Comments
An Infrastructure for Analytics
You must login to participate in this chat. Please login.

Are SSDs a valid alternative to in-memory databases?

Prospector

Thanks, Louis, It's been a pleasure and a lot of fun. Have a great holiday and a greater new year, everyone!!!! 

Prospector

Even with SSD, a terabyte can take a while to reload, of the order of 80 seconds or so. That's a long time in real-time analytics. ReRAM and other persistent DRAM will be very attractive to the analytics space.

Prospector

Thanks Jim for your time - lot's of good info.  Hope you can come back sometime.  I have to be going - Have a great day everyone !

Blogger

Yeah those reboots are a killer.  Thank Goodness for SSD's ! 

Blogger

One crucial hardware issue is the ability to change jobstreams, whether in house or in the cloud. I remember a National Lab that did 30 minute runs on a supercomputer, then took 45 minutes to remove one stream and load the next.

That's a killer in shared/multi-tenant systems.

Also, reboot after a crash is an issue. Fast SSD plus fast networks obviate these problems.

Prospector

Cognito...I mentioned Target, and Sony has just given us another example.

 

It may depend on the data stream. For instance, a stream reporting where you are in a store or what you are looking at...both currently ideas in use in retail....is only valuable in the context of the store and useful for just a couple of minute...maybe this isn't encrypted.

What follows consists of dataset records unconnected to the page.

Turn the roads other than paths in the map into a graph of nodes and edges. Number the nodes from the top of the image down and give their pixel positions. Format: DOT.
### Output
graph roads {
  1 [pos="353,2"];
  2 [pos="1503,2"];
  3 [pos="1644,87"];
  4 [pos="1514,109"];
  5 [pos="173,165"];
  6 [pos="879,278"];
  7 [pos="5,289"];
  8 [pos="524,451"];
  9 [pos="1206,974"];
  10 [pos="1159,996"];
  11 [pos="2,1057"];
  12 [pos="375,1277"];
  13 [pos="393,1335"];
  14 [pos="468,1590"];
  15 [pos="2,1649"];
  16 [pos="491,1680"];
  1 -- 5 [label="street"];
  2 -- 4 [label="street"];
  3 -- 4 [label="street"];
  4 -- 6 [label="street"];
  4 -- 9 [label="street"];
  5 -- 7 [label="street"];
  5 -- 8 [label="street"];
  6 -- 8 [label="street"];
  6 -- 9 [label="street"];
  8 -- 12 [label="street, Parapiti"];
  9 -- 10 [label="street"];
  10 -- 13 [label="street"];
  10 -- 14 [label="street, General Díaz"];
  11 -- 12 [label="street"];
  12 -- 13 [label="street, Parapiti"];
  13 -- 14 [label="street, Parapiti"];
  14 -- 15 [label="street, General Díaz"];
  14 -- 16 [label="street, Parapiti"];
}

Generally, I agree with you and encryprting everything is a good idea.

Prospector

Paul R..What brand of flash

There are maybe five enterprise-class SSD vendors - Intel, Sandisk, Micron, Samsung and HGST. They all are into NVMe/PCIe drives. These are by far the fastest drives around, with IOPS as high as 3 million/second

Prospector

That's right Jim, thanks for the reminder, I sometimes forget the ultimate objective of Analytics - improve the bottome line !  Prove you can do that - and most will write a check or two.

Blogger

@Jim. Failure to safeguard data at rest and data in transmission is inexcusable in my environment. There are external critics who are inclined to believe the worst if there is any exigent issue – can't feed that beast.

Prospector

Hardware isn't cheap, but the objectives of any analytics setup are revenue generation. If real-time analytics increases Target's sales online by 15 percent, that would pay for a lot of gear!

Prospector

Really smart analytics guys are rare and worth every penny. I suspect we'll see AaaS companies built around one or two of them.

Prospector

@Cognito  It really does present a real challenge, just that much more to safeguard.

Blogger

Secuirity with big data is a big challenge. Real time data flows make encryption difficult, and that's also true of data on those local SSDs. Networked storage should still be encrypted.

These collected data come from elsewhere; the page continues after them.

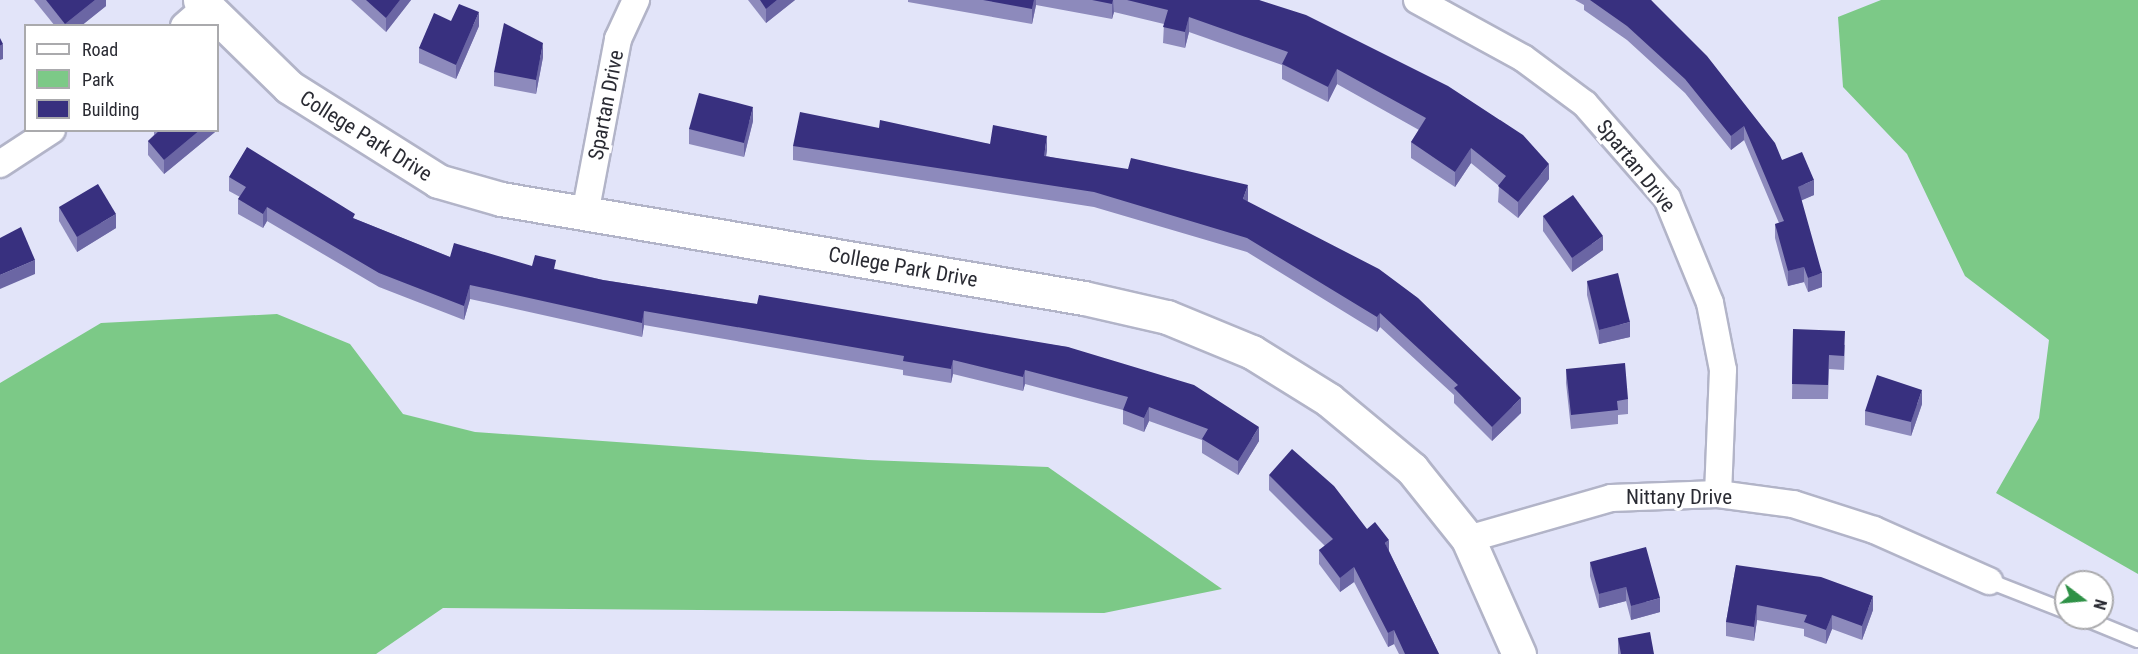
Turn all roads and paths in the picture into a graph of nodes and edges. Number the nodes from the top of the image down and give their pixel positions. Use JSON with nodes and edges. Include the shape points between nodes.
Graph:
{"nodes":[{"id":1,"x":636,"y":0,"type":"edge"},
{"id":2,"x":1417,"y":0,"type":"edge"},
{"id":3,"x":196,"y":11,"type":"edge"},
{"id":4,"x":212,"y":24,"type":"edge"},
{"id":5,"x":219,"y":30,"type":"edge"},
{"id":6,"x":49,"y":132,"type":"edge"},
{"id":7,"x":0,"y":164,"type":"edge"},
{"id":8,"x":585,"y":214,"type":"junction"},
{"id":9,"x":1718,"y":494,"type":"junction"},
{"id":10,"x":1468,"y":539,"type":"junction"},
{"id":11,"x":1989,"y":581,"type":"joint"},
{"id":12,"x":2054,"y":606,"type":"edge"},
{"id":13,"x":2113,"y":630,"type":"edge"},
{"id":14,"x":2138,"y":640,"type":"edge"},
{"id":15,"x":1519,"y":654,"type":"edge"}],
"edges":[{"from":1,"to":8,"type":"street","name":"Spartan Drive","via":[[618,39]]},
{"from":2,"to":9,"type":"street","name":"Spartan Drive","via":[[1523,58],[1585,104],[1667,198],[1710,303],[1723,370]]},
{"from":3,"to":4,"type":"street","name":"College Park Drive"},
{"from":5,"to":8,"type":"street","name":"College Park Drive","via":[[289,87],[428,176],[501,199]]},
{"from":6,"to":7,"type":"street"},
{"from":8,"to":10,"type":"street","name":"College Park Drive","via":[[1084,298],[1167,317],[1252,352],[1329,400],[1412,469]]},
{"from":9,"to":10,"type":"street","name":"Nittany Drive","via":[[1611,498]]},
{"from":9,"to":11,"type":"street","name":"Nittany Drive","via":[[1793,504],[1864,527]]},
{"from":10,"to":15,"type":"street","name":"College Park Drive"},
{"from":11,"to":12,"type":"lane"},
{"from":13,"to":14,"type":"lane"}]}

Security may get left behind in the str4uggel for raw performance, but the crown jewels of a company may flow through these systems nightly6

Prospector

@Jim   Wow !   Those minors are suprising to hear as well as the recommendation for a PhD in the area. 

Blogger

@Louis Security and Anlytics are two horns of a dilemma for me.

Prospector

Loius, If I were starting over, I'd look for a school that offered a degree in CS with psych, marketing  and communications minors! Then I'd get a PhD there. 

Experts in this area command huge salaries.

Prospector

@Jim   How does security impact this process ?  Is there more to it than just slowing down the process a bit ?

Blogger

Cognito,

vertigo is an occupational hazard in Analytics. It reminds me of a bunch of spin doctors all chanting their spells!

Figuring a direction isn't trivial. My suggestion is to do mainstream work like Hadoop inhouse and job out the esoteric stuff. Then over time, focus on those things that work best for you and build inhouse capability.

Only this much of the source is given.